Hassan Blasim
Hassan Blasim is a poet, filmmaker and short story writer. Born in Baghdad in 1973, he studied at the city’s Academy of Cinematic Arts, where two of his films ‘Gardenia’ (screenplay) and ‘White Clay’ (screenplay & director) won the Academy’s Festival Award for Best Work in their respective years. In 1998 he left Baghdad for Sulaymaniya (Iraqi Kurdistan), where he continued to make films, including the feature-length drama Wounded Camera, under the pseudonym Ouazad Osman, fearing for his family back in Baghdad under the Hussein dictatorship. In 2004, he moved to Finland, where he has since made numerous short films and documentaries for Finnish television. His stories have previously been published on www.iraqstory.com and his essays on cinema have featured in Cinema Booklets (Emirates Cultural Foundation).

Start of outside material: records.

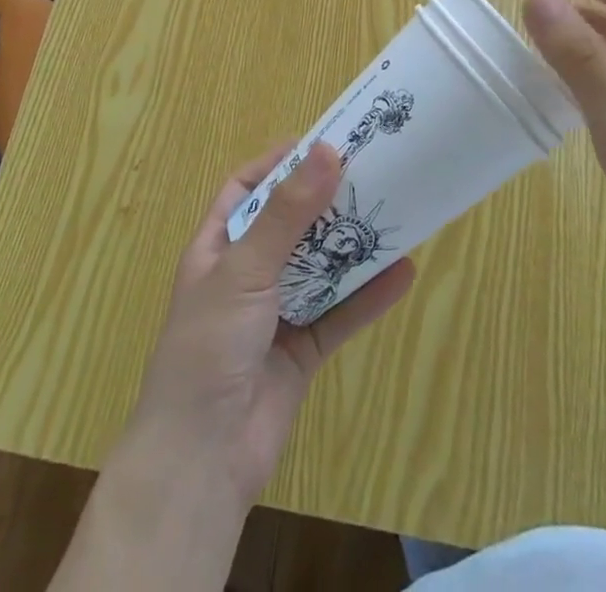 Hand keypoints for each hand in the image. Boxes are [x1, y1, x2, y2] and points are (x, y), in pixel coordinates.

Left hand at [124, 141, 415, 505]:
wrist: (202, 462)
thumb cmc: (208, 347)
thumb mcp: (244, 269)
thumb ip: (288, 214)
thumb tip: (327, 151)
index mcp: (217, 248)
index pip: (246, 189)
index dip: (278, 164)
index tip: (322, 144)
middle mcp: (246, 275)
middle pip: (291, 224)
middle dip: (326, 200)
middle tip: (371, 171)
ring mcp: (276, 313)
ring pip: (320, 267)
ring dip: (352, 244)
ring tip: (393, 212)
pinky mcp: (303, 351)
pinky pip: (340, 313)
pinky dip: (369, 295)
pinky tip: (403, 273)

After first appearing in English in Madinah, his debut collection The Madman of Freedom Square was translated from Arabic by Jonathan Wright and published by Comma a year later (2009). Madman was long-listed for the Independent Foreign Fiction Prize in 2010, and has since been translated into five languages. A heavily edited version of the book was finally published in Arabic in 2012, and was immediately banned in many Arab countries. His second collection The Iraqi Christ was published in 2013. He has won the English PEN Writers in Translation award twice, and was recently described by The Guardian as ‘perhaps the greatest writer of Arabic fiction alive’.
Blasim is taking part in the 2013 Malta Mediterranean Literature Festival.